Qatar-based investment firm Delta Two has tabled an offer for the Sainsbury's supermarket chain, BBC business editor Robert Peston has learnt.
The Qatar bid is largely debt-financed
The cash offer price is 600p - not the widely touted 610p - which puts a value on the whole business of £10.3bn ($20.6bn), according to Mr Peston.
The written, conditional takeover offer is also believed to be less detailed and comprehensive than a previous bid.
Otherwise, it is similar to the one from a CVC-led private equity quartet.
The Qatar Investment Authority - Delta Two's backer - is putting up just £3.1bn in hard equity, with the rest of the deal financed with borrowed money.
This makes it similar in structure to the CVC-led bid, which Sainsbury's rejected in the spring.

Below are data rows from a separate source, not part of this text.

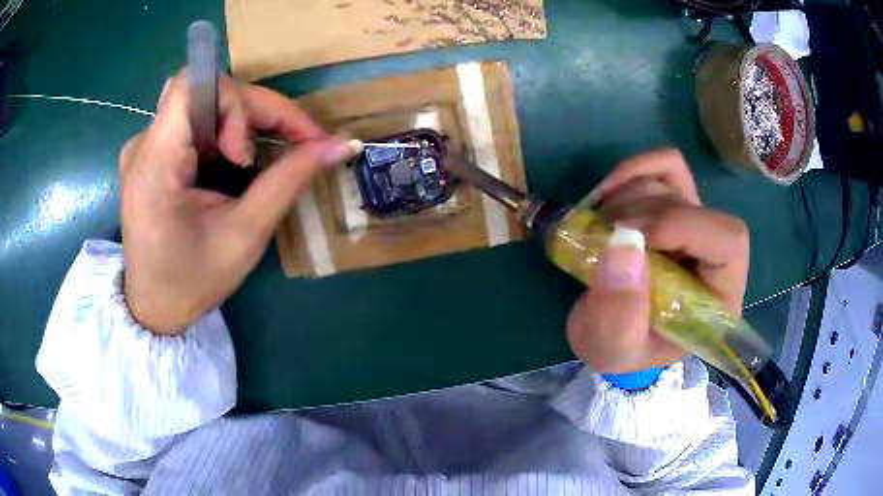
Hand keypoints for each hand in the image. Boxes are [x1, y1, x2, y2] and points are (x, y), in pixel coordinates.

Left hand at [121, 71, 352, 334]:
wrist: (154, 310)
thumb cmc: (193, 281)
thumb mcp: (245, 235)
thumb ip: (288, 180)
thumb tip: (339, 144)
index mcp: (155, 162)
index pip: (193, 85)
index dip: (237, 99)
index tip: (256, 146)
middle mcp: (143, 145)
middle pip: (202, 92)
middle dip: (249, 111)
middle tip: (282, 146)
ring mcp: (142, 149)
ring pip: (198, 104)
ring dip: (236, 121)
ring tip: (252, 161)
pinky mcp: (147, 157)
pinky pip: (189, 122)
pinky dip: (219, 132)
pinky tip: (229, 164)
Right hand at [566, 149, 749, 372]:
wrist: (611, 332)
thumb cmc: (621, 348)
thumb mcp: (613, 347)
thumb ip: (620, 313)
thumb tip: (624, 243)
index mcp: (720, 295)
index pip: (728, 240)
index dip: (682, 226)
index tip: (629, 239)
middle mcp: (715, 253)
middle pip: (694, 205)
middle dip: (642, 214)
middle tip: (600, 237)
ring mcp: (695, 223)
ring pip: (672, 180)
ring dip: (626, 197)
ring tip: (598, 230)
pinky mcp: (674, 204)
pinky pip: (664, 166)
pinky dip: (632, 170)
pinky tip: (606, 194)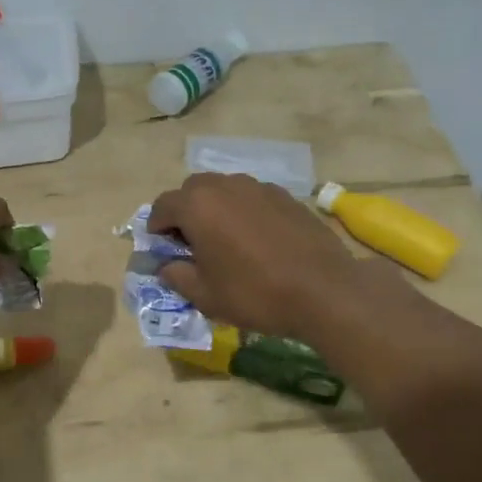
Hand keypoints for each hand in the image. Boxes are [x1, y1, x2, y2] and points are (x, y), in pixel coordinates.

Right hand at [147, 173, 367, 339]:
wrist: (324, 291)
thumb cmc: (255, 294)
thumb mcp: (205, 295)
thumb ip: (177, 276)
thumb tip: (167, 266)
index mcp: (198, 206)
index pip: (162, 206)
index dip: (156, 227)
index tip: (161, 248)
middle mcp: (226, 186)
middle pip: (193, 190)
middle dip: (185, 212)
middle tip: (191, 243)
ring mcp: (259, 187)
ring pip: (225, 190)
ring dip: (215, 209)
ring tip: (225, 241)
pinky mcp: (287, 196)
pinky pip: (253, 198)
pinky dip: (244, 212)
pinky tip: (257, 241)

However, Mr Peston says Delta Two has organised debt facilities of £9.7bn, which seems to be rather more than the current bid requires, and may suggest that the 600p price is just an opening shot, according to Mr Peston.
"We believe the takeout price could be significantly higher," said analysis firm Numis.
"Sainsbury is an attractive investment opportunity, and we are today raising our target price to 700p."
A raised bid might be required to win over the Sainsbury family, which controls about 18% of the firm's shares, and is said to be lukewarm about the proposal.
Speculation about Sainsbury's future has been swirling since a number of investors called on the company to be split up.
Amongst the most vocal has been property tycoon Robert Tchenguiz, who owns a 5% stake in the company and wants Sainsbury's to separate its retail operations and real estate holdings.
That would allow the company sell off property holdings, returning cash to shareholders, analysts said.
However, Sainsbury's bosses have said that the firm's property holdings were key to its future.
Reuters quoted an unidentified source close to the talks as saying that the approach by Delta Two was "friendly and supportive" and not connected with Mr Tchenguiz.
Delta Two is run by Paul Taylor, a former employee of Mr Tchenguiz.
In a statement, Mr Taylor said that the Qatari investment company was interested in "strategic, long-term investments in exceptional businesses, principally in the UK".
The fund wanted to focus on companies that have "strong incumbent management teams, leading market positions and long-term growth opportunities", he said.